Analysis: Election night results show Republican hold on Texas is slipping
Although Ted Cruz and other Republican candidates continued the GOP’s 20-year sweep of statewide offices Tuesday night, Beto O’Rourke’s strong showing provided a loud warning that Texas is becoming increasingly competitive for Democrats.
Cruz won re-election to a second term by 3 percentage points over El Pasoan O’Rourke, the closest margin since Republicans began their electoral stranglehold on Texas in 1998. The biggest reason for the closing gap is the expanding urbanization of Texas. The state’s voting population is increasingly concentrated in seven major urban centers and five big suburbs.
Those 12 counties contributed 63 percent of all Texas votes on Tuesday, up from 60 percent in the last midterm election in 2014. Voters in those counties are increasingly Democratic. On Tuesday night, O’Rourke won nearly 58 percent of the vote in those 12 heavily populated counties. In 2014, Democrat David Alameel won only 41 percent in those counties in his race against incumbent Republican Sen. John Cornyn.
Urban and large suburban areas in Texas are much like big cities and surrounding suburbs across the country. They are attracting younger, more diverse and better educated populations. Voter data shows that those three factors – youth, racial and ethnic diversity and a college education – are predictors of Democratic voters.
Cruz won re-election because the state’s rural and exurban areas voted overwhelmingly Republican, as they have done for years.
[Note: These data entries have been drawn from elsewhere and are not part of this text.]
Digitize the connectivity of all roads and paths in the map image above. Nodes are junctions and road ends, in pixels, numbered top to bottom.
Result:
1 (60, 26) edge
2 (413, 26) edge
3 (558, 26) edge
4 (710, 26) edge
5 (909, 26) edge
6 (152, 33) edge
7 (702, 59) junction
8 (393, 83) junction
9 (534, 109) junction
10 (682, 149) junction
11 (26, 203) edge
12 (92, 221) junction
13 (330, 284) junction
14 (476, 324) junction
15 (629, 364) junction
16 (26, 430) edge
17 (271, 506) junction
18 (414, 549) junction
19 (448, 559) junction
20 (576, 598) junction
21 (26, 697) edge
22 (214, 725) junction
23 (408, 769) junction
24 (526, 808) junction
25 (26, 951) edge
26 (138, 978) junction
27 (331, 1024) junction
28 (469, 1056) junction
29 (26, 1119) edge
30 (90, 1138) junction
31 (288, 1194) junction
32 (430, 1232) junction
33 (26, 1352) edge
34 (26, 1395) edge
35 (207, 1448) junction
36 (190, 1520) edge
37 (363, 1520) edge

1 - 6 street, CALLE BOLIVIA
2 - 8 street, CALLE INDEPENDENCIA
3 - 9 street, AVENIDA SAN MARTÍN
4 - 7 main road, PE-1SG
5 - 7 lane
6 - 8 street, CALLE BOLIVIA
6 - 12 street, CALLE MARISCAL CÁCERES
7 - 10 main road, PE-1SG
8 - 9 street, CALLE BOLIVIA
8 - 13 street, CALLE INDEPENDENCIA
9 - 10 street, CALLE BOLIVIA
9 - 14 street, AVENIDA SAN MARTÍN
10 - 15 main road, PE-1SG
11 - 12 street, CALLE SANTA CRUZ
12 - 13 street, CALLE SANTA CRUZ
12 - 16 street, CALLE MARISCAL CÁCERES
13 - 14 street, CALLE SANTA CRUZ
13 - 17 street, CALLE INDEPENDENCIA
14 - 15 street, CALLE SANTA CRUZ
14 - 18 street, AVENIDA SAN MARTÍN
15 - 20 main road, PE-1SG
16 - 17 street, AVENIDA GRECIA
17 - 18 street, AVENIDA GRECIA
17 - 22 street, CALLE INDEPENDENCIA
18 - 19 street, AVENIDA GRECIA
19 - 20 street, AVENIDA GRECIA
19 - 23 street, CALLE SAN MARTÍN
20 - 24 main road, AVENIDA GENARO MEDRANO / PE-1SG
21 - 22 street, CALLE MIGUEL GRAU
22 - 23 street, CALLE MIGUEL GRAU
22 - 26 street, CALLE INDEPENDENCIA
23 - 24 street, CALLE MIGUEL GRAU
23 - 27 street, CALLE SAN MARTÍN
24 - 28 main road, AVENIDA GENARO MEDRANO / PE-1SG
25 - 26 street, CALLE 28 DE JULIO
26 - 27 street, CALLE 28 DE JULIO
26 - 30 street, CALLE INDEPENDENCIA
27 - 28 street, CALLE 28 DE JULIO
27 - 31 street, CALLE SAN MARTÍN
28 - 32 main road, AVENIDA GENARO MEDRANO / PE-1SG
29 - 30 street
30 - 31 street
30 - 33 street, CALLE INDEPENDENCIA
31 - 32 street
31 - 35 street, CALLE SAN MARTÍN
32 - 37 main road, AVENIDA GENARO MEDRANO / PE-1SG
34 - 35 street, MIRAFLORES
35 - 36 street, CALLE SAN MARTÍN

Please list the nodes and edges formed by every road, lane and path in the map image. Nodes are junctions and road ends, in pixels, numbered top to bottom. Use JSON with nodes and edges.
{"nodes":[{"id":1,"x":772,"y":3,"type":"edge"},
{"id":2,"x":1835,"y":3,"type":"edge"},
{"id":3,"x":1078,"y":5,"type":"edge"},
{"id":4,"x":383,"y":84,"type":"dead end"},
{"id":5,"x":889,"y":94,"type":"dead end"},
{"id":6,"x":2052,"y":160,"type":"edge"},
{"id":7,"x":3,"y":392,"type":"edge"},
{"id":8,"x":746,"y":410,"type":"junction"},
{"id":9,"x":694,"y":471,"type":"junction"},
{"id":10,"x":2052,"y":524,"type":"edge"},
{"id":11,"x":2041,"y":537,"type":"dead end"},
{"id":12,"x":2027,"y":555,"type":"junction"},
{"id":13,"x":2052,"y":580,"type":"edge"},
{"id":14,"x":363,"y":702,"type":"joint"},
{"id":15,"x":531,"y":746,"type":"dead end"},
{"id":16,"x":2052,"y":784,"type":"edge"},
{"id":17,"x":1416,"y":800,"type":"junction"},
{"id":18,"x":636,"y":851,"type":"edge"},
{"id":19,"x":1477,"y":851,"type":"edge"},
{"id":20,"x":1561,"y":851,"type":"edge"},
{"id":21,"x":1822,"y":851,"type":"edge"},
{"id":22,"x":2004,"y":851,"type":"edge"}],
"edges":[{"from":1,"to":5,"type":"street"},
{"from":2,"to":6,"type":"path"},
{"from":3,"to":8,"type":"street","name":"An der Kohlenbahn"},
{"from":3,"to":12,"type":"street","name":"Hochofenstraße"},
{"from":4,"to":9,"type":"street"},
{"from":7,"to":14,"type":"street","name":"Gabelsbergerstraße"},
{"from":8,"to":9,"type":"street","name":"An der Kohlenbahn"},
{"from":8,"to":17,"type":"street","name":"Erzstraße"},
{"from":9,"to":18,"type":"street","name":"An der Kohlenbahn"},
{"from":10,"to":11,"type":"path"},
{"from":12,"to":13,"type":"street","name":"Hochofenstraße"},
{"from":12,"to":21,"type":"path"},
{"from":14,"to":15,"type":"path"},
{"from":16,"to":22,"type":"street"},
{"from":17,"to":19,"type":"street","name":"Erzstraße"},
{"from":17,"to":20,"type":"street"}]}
His commanding performance in those areas was enough to overcome O’Rourke’s strengths in more populated areas.
Even outside the 12 big counties, Republican strength may be weakening. O’Rourke won 32 percent of the vote in the other 242 counties outside the state’s big population zones, up from Alameel’s 24 percent in 2014. O’Rourke famously visited all of the state’s 254 counties, which likely played a role in the higher Democratic vote. Other Texas Democrats on the statewide ballot didn’t show similar gains.
The numbers are clear: the large urban and suburban counties are making up a greater proportion of the state’s voter base, and people in those areas are increasingly likely to vote for Democrats. That’s why President Trump carried Texas by only nine points in 2016, down from Mitt Romney’s 16-point win in the 2012 presidential race.
O’Rourke became the first Democrat in decades to win all seven of the state’s urban counties – Harris (Houston), Dallas, Bexar (San Antonio), Tarrant (Fort Worth), Travis (Austin), El Paso and Hidalgo (McAllen.) He also became the first Democrat in decades to win two major suburban counties, Williamson (Round Rock and other areas near Austin) and Fort Bend (Sugar Land and other towns near Houston.)
O’Rourke was competitive in two traditional Republican suburban strongholds, Collin and Denton counties in the Dallas-Fort Worth metroplex. He won about 46 percent in each of those counties, well above Alameel’s 28 percent in 2014. Montgomery County (Conroe and other towns near Houston) was the only big suburb to hold strong for Cruz, with O’Rourke winning only 27 percent of the vote. But that was almost double Alameel’s percentage.
Julian Castro, a former San Antonio mayor and Obama administration Cabinet member, said Tuesday he believes Texas will be competitive in the 2020 presidential election. Castro will decide by the end of the year whether to seek the Democratic presidential nomination in 2020.
“Even though Beto didn’t win, he was very competitive in a midterm year,” Castro said at O’Rourke’s election party at Southwest University Park. “So if you’re in a presidential year where you’re running two or two and a half points better than in a midterm year, that’s right at 50 percent. I believe that Texas is very much winnable, and the 38 electoral votes of the state are up for grabs.”
Most political analysts would likely say Castro is far too optimistic. O’Rourke proved to be a uniquely popular candidate, and there’s no guarantee other Democrats can replicate the enthusiasm he created. Trump will be a heavy favorite to win Texas in 2020.
But by 2024, Texas likely will be a battleground state in the presidential election. Those 12 big counties will comprise more than two-thirds of all Texas voters. Republicans have shown little ability to seriously compete in big cities, and their longtime grip on suburban areas is weakening.
Texas isn’t yet blue or even purple, in the political vernacular. But if it’s still red, it won’t be for much longer.
Robert Moore, ABC-7’s exclusive 2018 election analyst, is an El Paso journalist who has covered local and state politics since 1986.